Re: Challenging GotW 66's moral
- From: George <George@xxxxxxxxxxxxxxxxxxxxxxxxx>
- Date: Thu, 27 Dec 2007 03:44:00 -0800
Thanks for your great reply, Norbert!
I think in my case, I should use local try block other than function try
block, right?
regards,
George
"Norbert Unterberg" wrote:
George schrieb:.
In GotW #66, one of the moral is the exception handler of constructor should
not do any like resource free task. I do not agree. Here is the quoated moral
and my code to prove this moral will have memory leak.
Anything wrong with my analysis?
Yes. There is something wrong.

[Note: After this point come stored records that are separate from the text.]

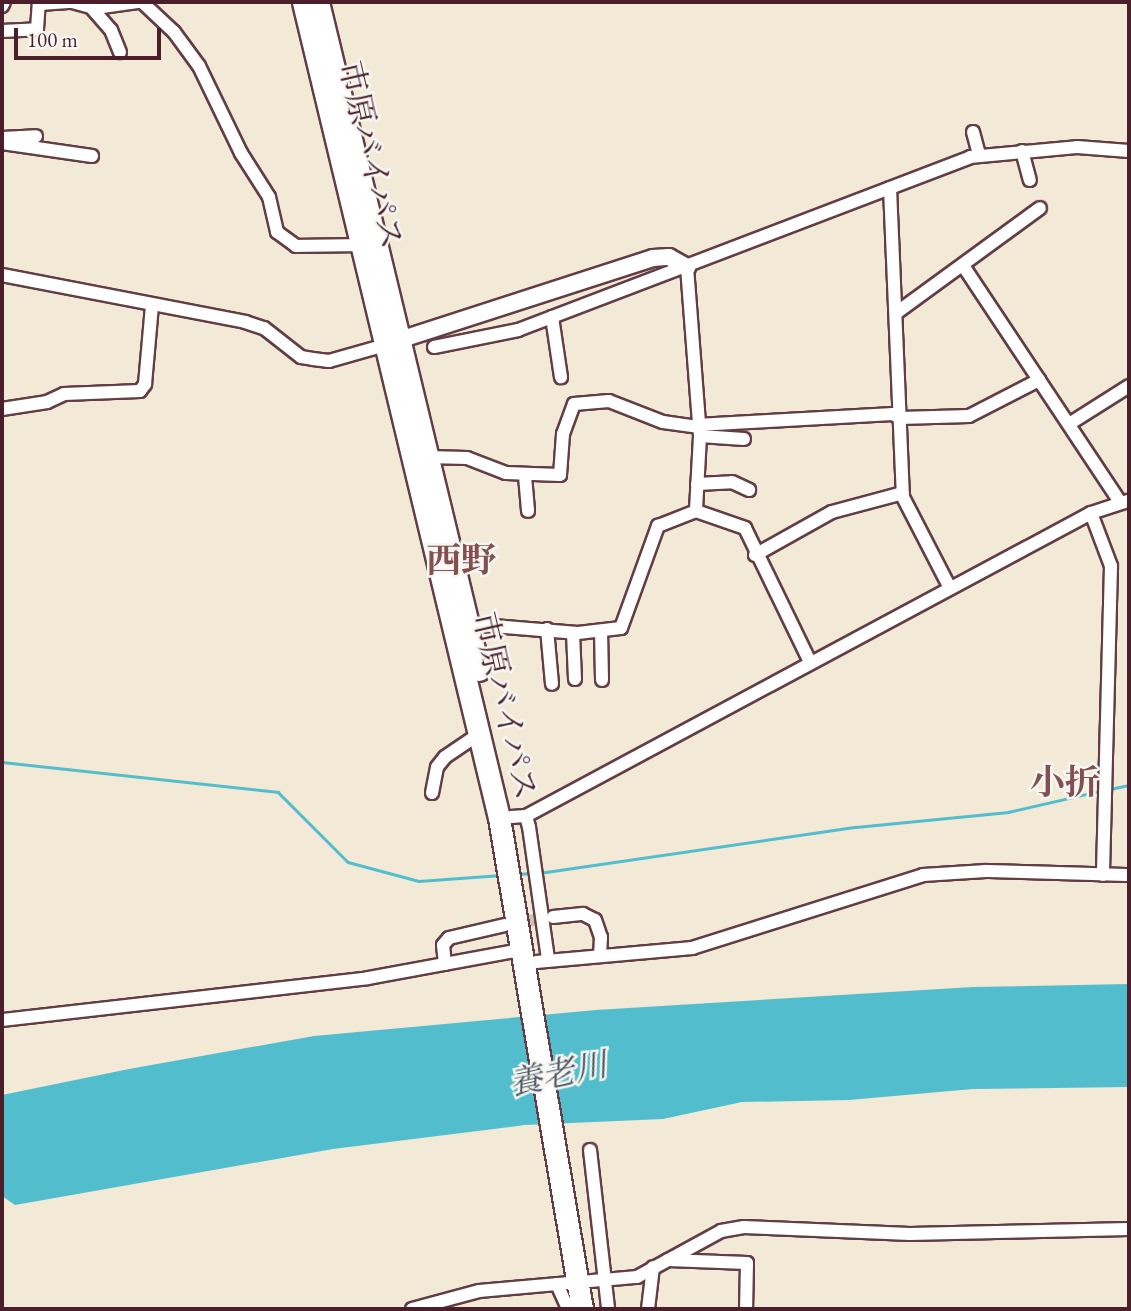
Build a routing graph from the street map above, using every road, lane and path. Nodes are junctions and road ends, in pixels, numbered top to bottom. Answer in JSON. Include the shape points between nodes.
{"nodes":[{"id":1,"x":140,"y":2,"type":"edge"},
{"id":2,"x":303,"y":2,"type":"edge"},
{"id":3,"x":318,"y":2,"type":"edge"},
{"id":4,"x":39,"y":3,"type":"edge"},
{"id":5,"x":90,"y":6,"type":"junction"},
{"id":6,"x":2,"y":31,"type":"edge"},
{"id":7,"x":120,"y":52,"type":"dead end"},
{"id":8,"x":972,"y":132,"type":"dead end"},
{"id":9,"x":36,"y":136,"type":"dead end"},
{"id":10,"x":2,"y":141,"type":"edge"},
{"id":11,"x":1022,"y":151,"type":"junction"},
{"id":12,"x":1129,"y":151,"type":"edge"},
{"id":13,"x":979,"y":155,"type":"junction"},
{"id":14,"x":92,"y":156,"type":"dead end"},
{"id":15,"x":1030,"y":180,"type":"dead end"},
{"id":16,"x":890,"y":188,"type":"junction"},
{"id":17,"x":1040,"y":208,"type":"dead end"},
{"id":18,"x":360,"y":245,"type":"junction"},
{"id":19,"x":687,"y":267,"type":"junction"},
{"id":20,"x":964,"y":267,"type":"junction"},
{"id":21,"x":2,"y":275,"type":"edge"},
{"id":22,"x":562,"y":288,"type":"junction"},
{"id":23,"x":152,"y":305,"type":"junction"},
{"id":24,"x":569,"y":311,"type":"junction"},
{"id":25,"x":896,"y":313,"type":"junction"},
{"id":26,"x":552,"y":317,"type":"junction"},
{"id":27,"x":390,"y":343,"type":"junction"},
{"id":28,"x":434,"y":347,"type":"dead end"},
{"id":29,"x":561,"y":377,"type":"dead end"},
{"id":30,"x":1039,"y":380,"type":"junction"},
{"id":31,"x":1129,"y":386,"type":"edge"},
{"id":32,"x":2,"y":409,"type":"edge"},
{"id":33,"x":900,"y":418,"type":"junction"},
{"id":34,"x":1069,"y":424,"type":"junction"},
{"id":35,"x":698,"y":429,"type":"junction"},
{"id":36,"x":744,"y":439,"type":"dead end"},
{"id":37,"x":427,"y":457,"type":"junction"},
{"id":38,"x":526,"y":476,"type":"junction"},
{"id":39,"x":697,"y":484,"type":"junction"},
{"id":40,"x":749,"y":490,"type":"dead end"},
{"id":41,"x":903,"y":493,"type":"junction"},
{"id":42,"x":1125,"y":502,"type":"edge"},
{"id":43,"x":528,"y":511,"type":"dead end"},
{"id":44,"x":696,"y":511,"type":"junction"},
{"id":45,"x":1091,"y":513,"type":"junction"},
{"id":46,"x":755,"y":555,"type":"junction"},
{"id":47,"x":950,"y":588,"type":"junction"},
{"id":48,"x":469,"y":624,"type":"junction"},
{"id":49,"x":547,"y":629,"type":"junction"},
{"id":50,"x":601,"y":631,"type":"junction"},
{"id":51,"x":573,"y":632,"type":"junction"},
{"id":52,"x":810,"y":662,"type":"junction"},
{"id":53,"x":575,"y":678,"type":"dead end"},
{"id":54,"x":602,"y":680,"type":"dead end"},
{"id":55,"x":552,"y":684,"type":"dead end"},
{"id":56,"x":479,"y":734,"type":"junction"},
{"id":57,"x":432,"y":793,"type":"dead end"},
{"id":58,"x":518,"y":816,"type":"junction"},
{"id":59,"x":1104,"y":875,"type":"junction"},
{"id":60,"x":1129,"y":875,"type":"edge"},
{"id":61,"x":553,"y":917,"type":"tunnel mouth"},
{"id":62,"x":505,"y":925,"type":"tunnel mouth"},
{"id":63,"x":600,"y":956,"type":"junction"},
{"id":64,"x":445,"y":964,"type":"junction"},
{"id":65,"x":534,"y":967,"type":"junction"},
{"id":66,"x":2,"y":1020,"type":"edge"},
{"id":67,"x":590,"y":1150,"type":"dead end"},
{"id":68,"x":1129,"y":1229,"type":"edge"},
{"id":69,"x":659,"y":1264,"type":"junction"},
{"id":70,"x":581,"y":1282,"type":"junction"},
{"id":71,"x":412,"y":1309,"type":"edge"},
{"id":72,"x":568,"y":1309,"type":"edge"},
{"id":73,"x":582,"y":1309,"type":"edge"},
{"id":74,"x":597,"y":1309,"type":"edge"},
{"id":75,"x":608,"y":1309,"type":"edge"},
{"id":76,"x":648,"y":1309,"type":"edge"},
{"id":77,"x":746,"y":1309,"type":"edge"}],
"edges":[{"from":1,"to":5,"type":"street"},
{"from":1,"to":18,"type":"street","via":[[174,32],[199,66],[241,153],[269,197],[279,234],[296,246]]},
{"from":2,"to":18,"type":"highway","name":"市原バイパス"},
{"from":3,"to":27,"type":"highway","name":"市原バイパス"},
{"from":4,"to":5,"type":"street"},
{"from":4,"to":6,"type":"street","via":[[37,29]]},
{"from":5,"to":7,"type":"street","via":[[111,30]]},
{"from":8,"to":13,"type":"street"},
{"from":9,"to":10,"type":"street"},
{"from":10,"to":14,"type":"street"},
{"from":11,"to":12,"type":"street","via":[[1105,146]]},
{"from":11,"to":13,"type":"street"},
{"from":11,"to":15,"type":"street"},
{"from":13,"to":16,"type":"street"},
{"from":16,"to":19,"type":"street"},
{"from":16,"to":25,"type":"street"},
{"from":17,"to":20,"type":"street"},
{"from":18,"to":27,"type":"highway","name":"市原バイパス"},
{"from":19,"to":22,"type":"street","via":[[669,257],[653,258]]},
{"from":19,"to":24,"type":"street"},
{"from":19,"to":35,"type":"street"},
{"from":20,"to":25,"type":"street"},
{"from":20,"to":30,"type":"street"},
{"from":21,"to":23,"type":"street"},
{"from":22,"to":24,"type":"street"},
{"from":22,"to":27,"type":"street"},
{"from":23,"to":27,"type":"street","via":[[264,328],[301,357],[313,359],[330,361]]},
{"from":23,"to":32,"type":"street","via":[[145,384],[140,391],[64,394],[26,407]]},
{"from":24,"to":26,"type":"street"},
{"from":25,"to":33,"type":"street"},
{"from":26,"to":28,"type":"street","via":[[499,335]]},
{"from":26,"to":29,"type":"street"},
{"from":27,"to":37,"type":"highway","name":"市原バイパス"},
{"from":27,"to":56,"type":"highway","name":"市原バイパス"},
{"from":30,"to":33,"type":"street","via":[[977,414]]},
{"from":30,"to":34,"type":"street"},
{"from":31,"to":34,"type":"street"},
{"from":33,"to":35,"type":"street","via":[[893,414]]},
{"from":33,"to":41,"type":"street"},
{"from":34,"to":42,"type":"street"},
{"from":35,"to":36,"type":"street"},
{"from":35,"to":38,"type":"street","via":[[663,422],[609,401],[574,404],[563,434],[560,475]]},
{"from":35,"to":39,"type":"street"},
{"from":37,"to":38,"type":"street","via":[[467,458],[496,471]]},
{"from":37,"to":48,"type":"highway","name":"市原バイパス"},
{"from":38,"to":43,"type":"street"},
{"from":39,"to":40,"type":"street","via":[[732,482]]},
{"from":39,"to":44,"type":"street"},
{"from":41,"to":46,"type":"street","via":[[824,516]]},
{"from":41,"to":47,"type":"street"},
{"from":42,"to":45,"type":"street"},
{"from":44,"to":46,"type":"street","via":[[740,524]]},
{"from":44,"to":50,"type":"street","via":[[658,526],[624,623]]},
{"from":45,"to":47,"type":"street"},
{"from":45,"to":59,"type":"street","via":[[1111,566]]},
{"from":46,"to":52,"type":"street"},
{"from":47,"to":52,"type":"street"},
{"from":48,"to":49,"type":"street"},
{"from":48,"to":58,"type":"highway","name":"市原バイパス"},
{"from":49,"to":51,"type":"street"},
{"from":49,"to":55,"type":"street"},
{"from":50,"to":51,"type":"street"},
{"from":50,"to":54,"type":"street"},
{"from":51,"to":53,"type":"street"},
{"from":52,"to":58,"type":"street"},
{"from":56,"to":57,"type":"street","via":[[437,767]]},
{"from":56,"to":65,"type":"highway","name":"市原バイパス"},
{"from":58,"to":65,"type":"highway","name":"市原バイパス"},
{"from":59,"to":60,"type":"street"},
{"from":59,"to":63,"type":"street","via":[[986,871],[923,875],[692,948]]},
{"from":61,"to":63,"type":"street","via":[[583,914],[595,920]]},
{"from":62,"to":64,"type":"street","via":[[449,938],[443,945]]},
{"from":63,"to":65,"type":"street"},
{"from":64,"to":65,"type":"street"},
{"from":64,"to":66,"type":"street","via":[[368,978]]},
{"from":65,"to":70,"type":"highway","name":"市原バイパス"},
{"from":67,"to":70,"type":"street"},
{"from":68,"to":69,"type":"street","via":[[910,1234],[744,1227],[721,1231]]},
{"from":69,"to":70,"type":"street","via":[[637,1277]]},
{"from":69,"to":76,"type":"street"},
{"from":69,"to":77,"type":"street","via":[[747,1263]]},
{"from":70,"to":71,"type":"street","via":[[478,1291]]},
{"from":70,"to":72,"type":"street"},
{"from":70,"to":73,"type":"highway","name":"市原バイパス"},
{"from":70,"to":74,"type":"highway","name":"市原バイパス"},
{"from":70,"to":75,"type":"street"}]}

See below.
******
http://www.gotw.ca/gotw/066.htm
Moral #1: Constructor function-try-block handlers have only one purpose --
to translate an exception. (And maybe to do logging or some other side
effects.) They are not useful for any other purpose.
[Code]
class A
{
private:
int* p;
public:
A()
try
{
p = new int[10];
Constructor function-try-block handlers would be used to enable exception
handling for exceptions thrown *outside* of your own constructor. They would
catch excpetions thrown by base and member constructors.

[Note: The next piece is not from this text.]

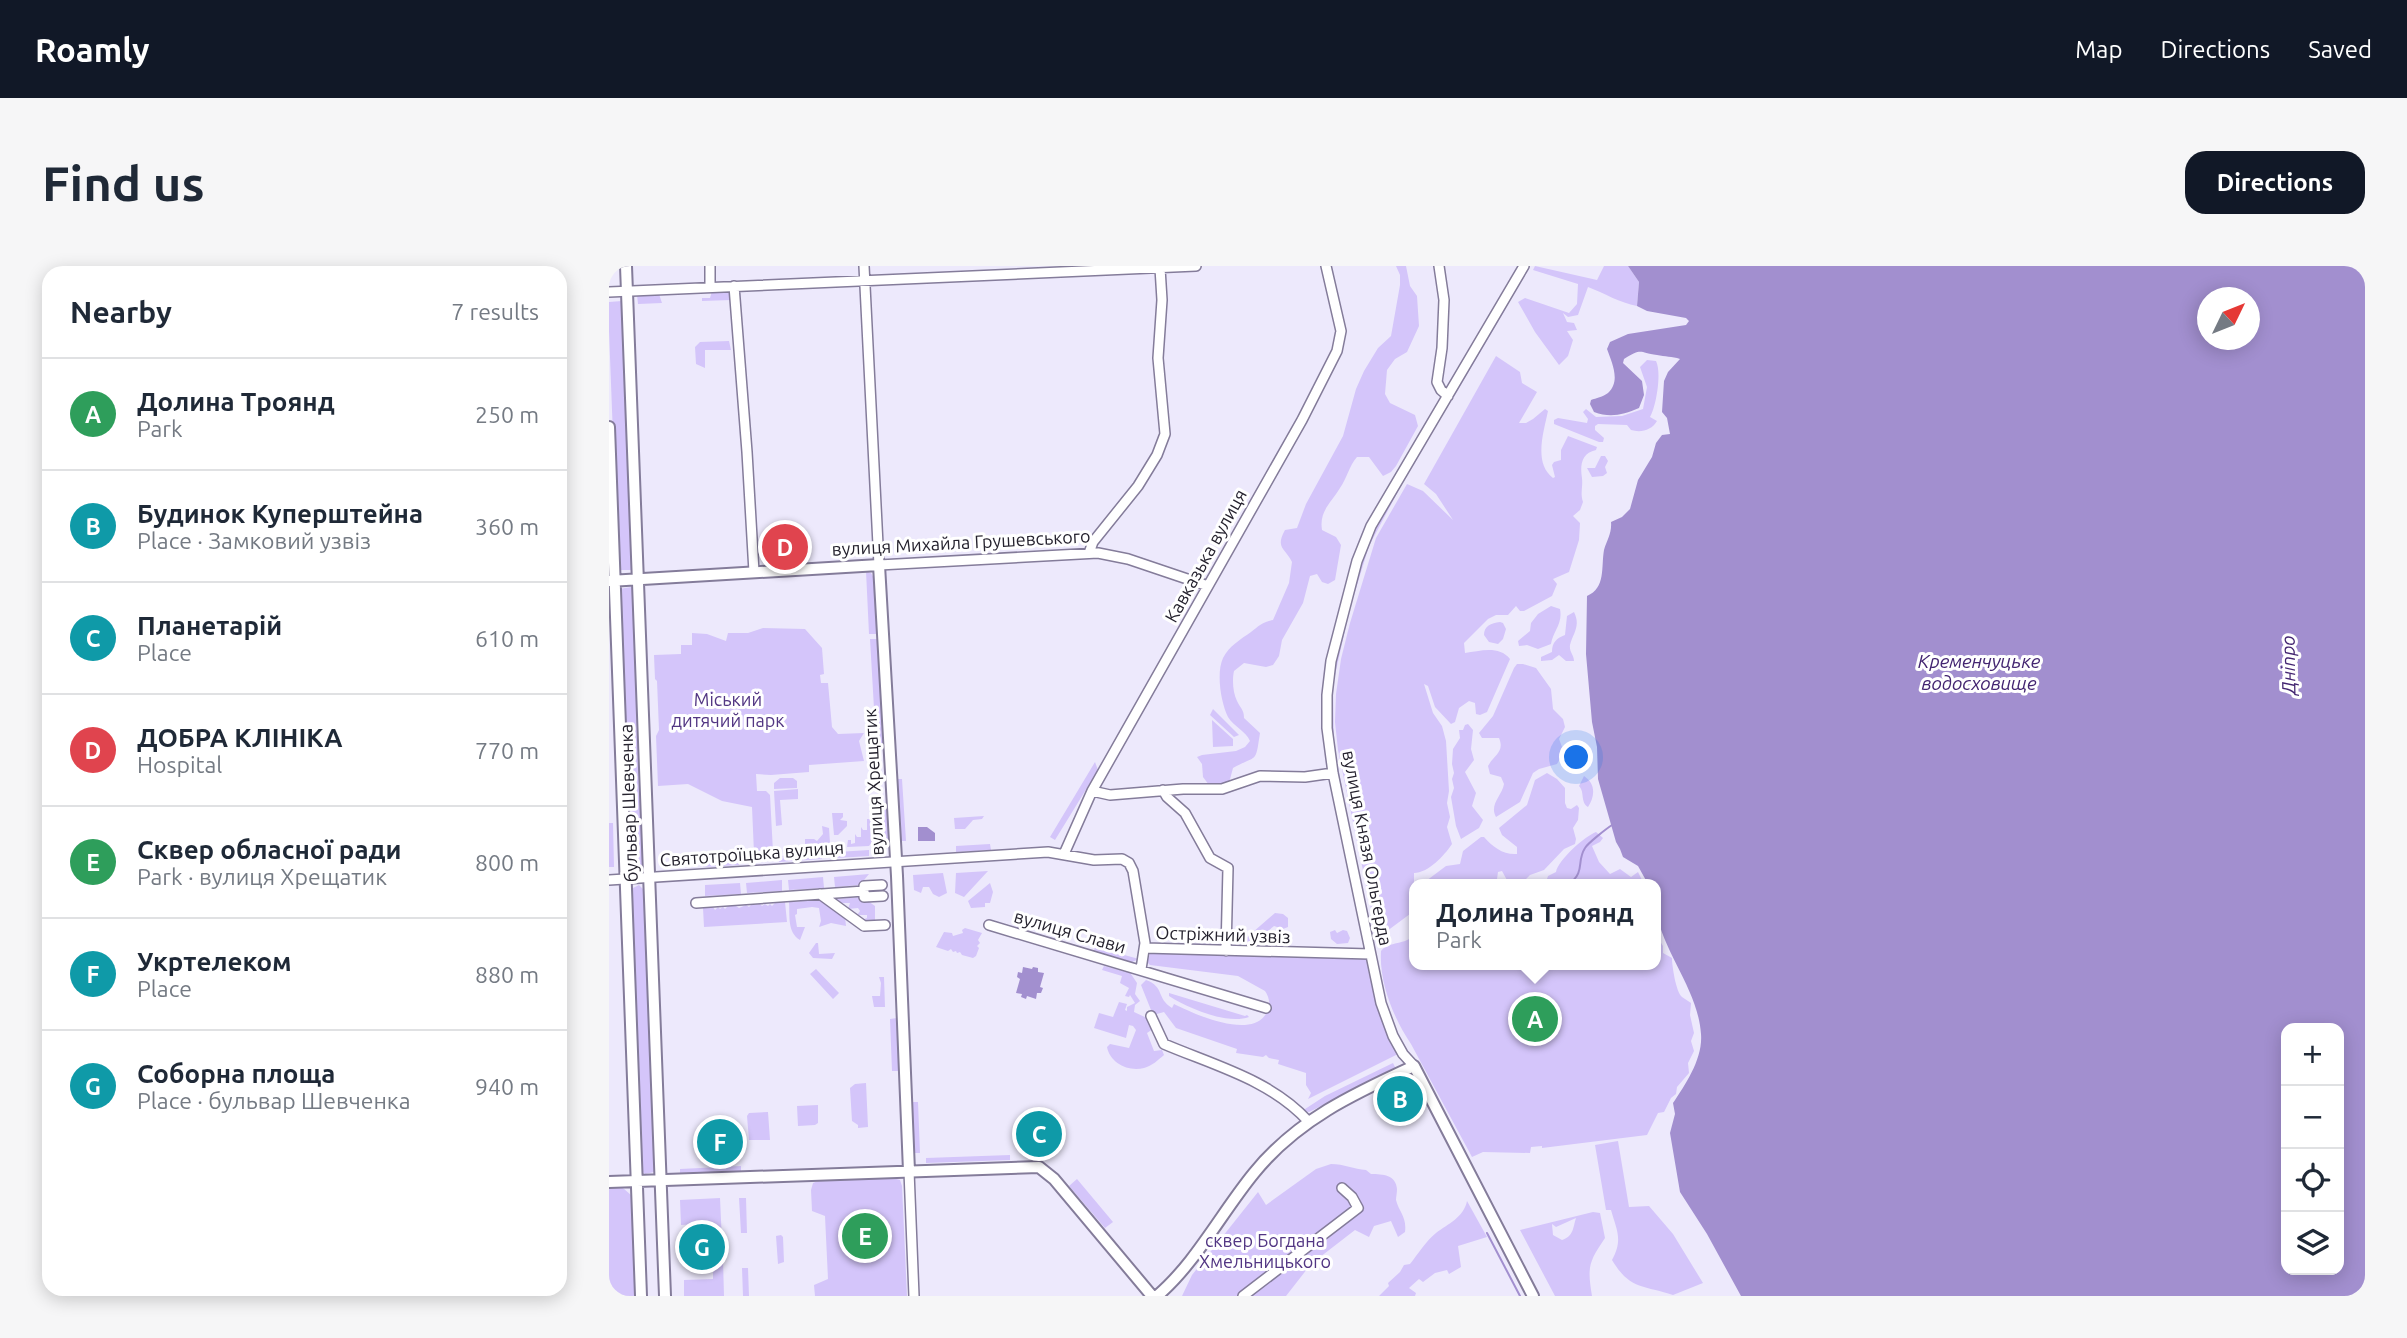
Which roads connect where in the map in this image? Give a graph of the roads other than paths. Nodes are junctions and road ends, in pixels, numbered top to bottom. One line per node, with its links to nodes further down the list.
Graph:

The example you show here does not justify the use of a function-try-block. You
would use a normal try-block here:
A()
{
try
{
p = new int[10];
}
catch (std::bad_alloc&)
{
// p was not allocated
}
}
******
*****
// there are some other exceptions here
}
catch (bad_alloc)
{
// do not delete since bad_alloc means memory pointed by p is not
allocated
How do you know? std:bad_alloc could have been thrown by the code you did not
show ("there are some other exceptions here"). And then p would have been
allocated but not freed.
*****
}******
catch (...)
{
// if we do not delete p, there will be memory leak
// at this point, we are conflicting with Gotw 66's moral 1
if (p) delete[] p;
You can not access p here. Remeber:
"Referring to any non-static member or base class of an object in the handler
for a function-try-block of a constructor or destructor for that object results
in undefined behavior."
Accessing p here results in undefined behaviour. The instance of A never
existed, so even if your compiler does not complain the result is still undefined.
BTW why if (p)?
1. It is perfectly fine to use delete on the null-pointer
2. p can never be 0 here anyway, so why bother?
******
}
}
[/Code]
You forget the most important Moral #7: Using RAII resolves all these problems
and issues, and maybe more than you might think of now.